According to Gartner, global government IT spending is down 0.6 percent and will account for 16 percent of total $US2.7 trillion in enterprise IT spend. Overall global enterprise spend is down eight percent.

So where is government spending likely to be? Digital government services, data and analytics, cybersecurity as well as citizen engagement and experience will continue to be spending targets for the public sector says the research company.

“Government organisations are accelerating IT spending on digital public services, public health, social services, education, and workforce reskilling in support of individuals, families and businesses that are heavily impacted by the COVID-19 pandemic,” says Irma Fabular, senior research director at Gartner.
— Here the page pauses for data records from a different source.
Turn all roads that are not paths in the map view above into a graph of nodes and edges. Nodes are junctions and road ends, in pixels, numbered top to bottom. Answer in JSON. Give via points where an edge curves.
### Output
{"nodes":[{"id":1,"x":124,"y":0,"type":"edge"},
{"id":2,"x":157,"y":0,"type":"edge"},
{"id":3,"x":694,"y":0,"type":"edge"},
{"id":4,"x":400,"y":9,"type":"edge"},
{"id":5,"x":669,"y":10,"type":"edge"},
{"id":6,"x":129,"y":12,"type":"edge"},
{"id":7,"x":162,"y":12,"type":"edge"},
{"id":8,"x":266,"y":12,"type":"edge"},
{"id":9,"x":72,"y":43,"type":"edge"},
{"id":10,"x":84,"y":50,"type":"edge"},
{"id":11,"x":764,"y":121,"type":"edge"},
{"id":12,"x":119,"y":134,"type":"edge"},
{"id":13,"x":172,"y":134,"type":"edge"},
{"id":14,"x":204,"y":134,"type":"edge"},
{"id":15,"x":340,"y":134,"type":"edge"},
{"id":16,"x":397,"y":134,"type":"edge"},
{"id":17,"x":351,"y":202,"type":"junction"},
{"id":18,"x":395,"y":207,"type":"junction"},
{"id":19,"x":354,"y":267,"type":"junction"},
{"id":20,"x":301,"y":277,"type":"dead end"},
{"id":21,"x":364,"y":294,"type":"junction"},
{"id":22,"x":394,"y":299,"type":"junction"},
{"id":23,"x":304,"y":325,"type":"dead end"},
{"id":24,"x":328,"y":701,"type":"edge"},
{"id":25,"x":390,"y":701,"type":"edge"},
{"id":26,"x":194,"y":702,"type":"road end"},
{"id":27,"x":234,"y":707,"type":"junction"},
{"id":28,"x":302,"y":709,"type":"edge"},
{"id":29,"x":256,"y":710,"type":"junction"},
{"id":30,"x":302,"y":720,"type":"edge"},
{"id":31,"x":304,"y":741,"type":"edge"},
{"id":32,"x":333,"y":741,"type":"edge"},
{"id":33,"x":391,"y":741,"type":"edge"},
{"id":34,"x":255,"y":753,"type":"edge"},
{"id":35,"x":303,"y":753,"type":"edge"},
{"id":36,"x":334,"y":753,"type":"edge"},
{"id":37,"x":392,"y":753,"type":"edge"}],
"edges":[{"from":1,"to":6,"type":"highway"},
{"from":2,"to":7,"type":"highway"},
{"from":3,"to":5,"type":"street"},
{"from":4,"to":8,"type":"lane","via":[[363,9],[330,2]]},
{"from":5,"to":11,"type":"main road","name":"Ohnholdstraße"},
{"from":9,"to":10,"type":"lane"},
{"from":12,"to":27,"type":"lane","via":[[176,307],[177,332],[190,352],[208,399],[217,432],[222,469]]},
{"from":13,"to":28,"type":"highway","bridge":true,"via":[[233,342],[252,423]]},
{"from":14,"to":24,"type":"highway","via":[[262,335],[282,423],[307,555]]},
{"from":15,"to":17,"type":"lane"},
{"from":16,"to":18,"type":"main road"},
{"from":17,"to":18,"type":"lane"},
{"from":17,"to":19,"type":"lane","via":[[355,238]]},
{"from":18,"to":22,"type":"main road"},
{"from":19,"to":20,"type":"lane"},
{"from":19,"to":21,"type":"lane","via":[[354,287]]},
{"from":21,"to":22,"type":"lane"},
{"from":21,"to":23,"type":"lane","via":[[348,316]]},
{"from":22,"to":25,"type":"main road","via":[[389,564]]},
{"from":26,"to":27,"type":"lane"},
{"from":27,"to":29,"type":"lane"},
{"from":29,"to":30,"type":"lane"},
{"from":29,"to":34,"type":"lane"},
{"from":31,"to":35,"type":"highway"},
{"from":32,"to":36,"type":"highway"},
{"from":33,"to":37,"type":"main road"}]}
“To sustain economic viability, government organisations also deployed government recovery assistance programs which assist small businesses and allow workforce reskilling.”

Spending on IT services and software will continue to grow, with IT services the largest spending segment among governments. Software spending specifically is expected to increase by 4.5 percent, the strongest growth of any category.

According to Gartner it is all part of a worldwide reallocation of resources as the Covid-19 pandemic continues to wreak havoc.

Fabular says while governments are spending large to build community resilience to the Covid-19 threat, important but less urgent IT projects, such as enterprise resource planning and robotics process automation will be delayed ‘to make room for immediate and critical spending in digital workplace support, public health response and economic growth’.

“Adoption of cloud services will continue to accelerate while spending on in-house servers and storage will continue to decline.”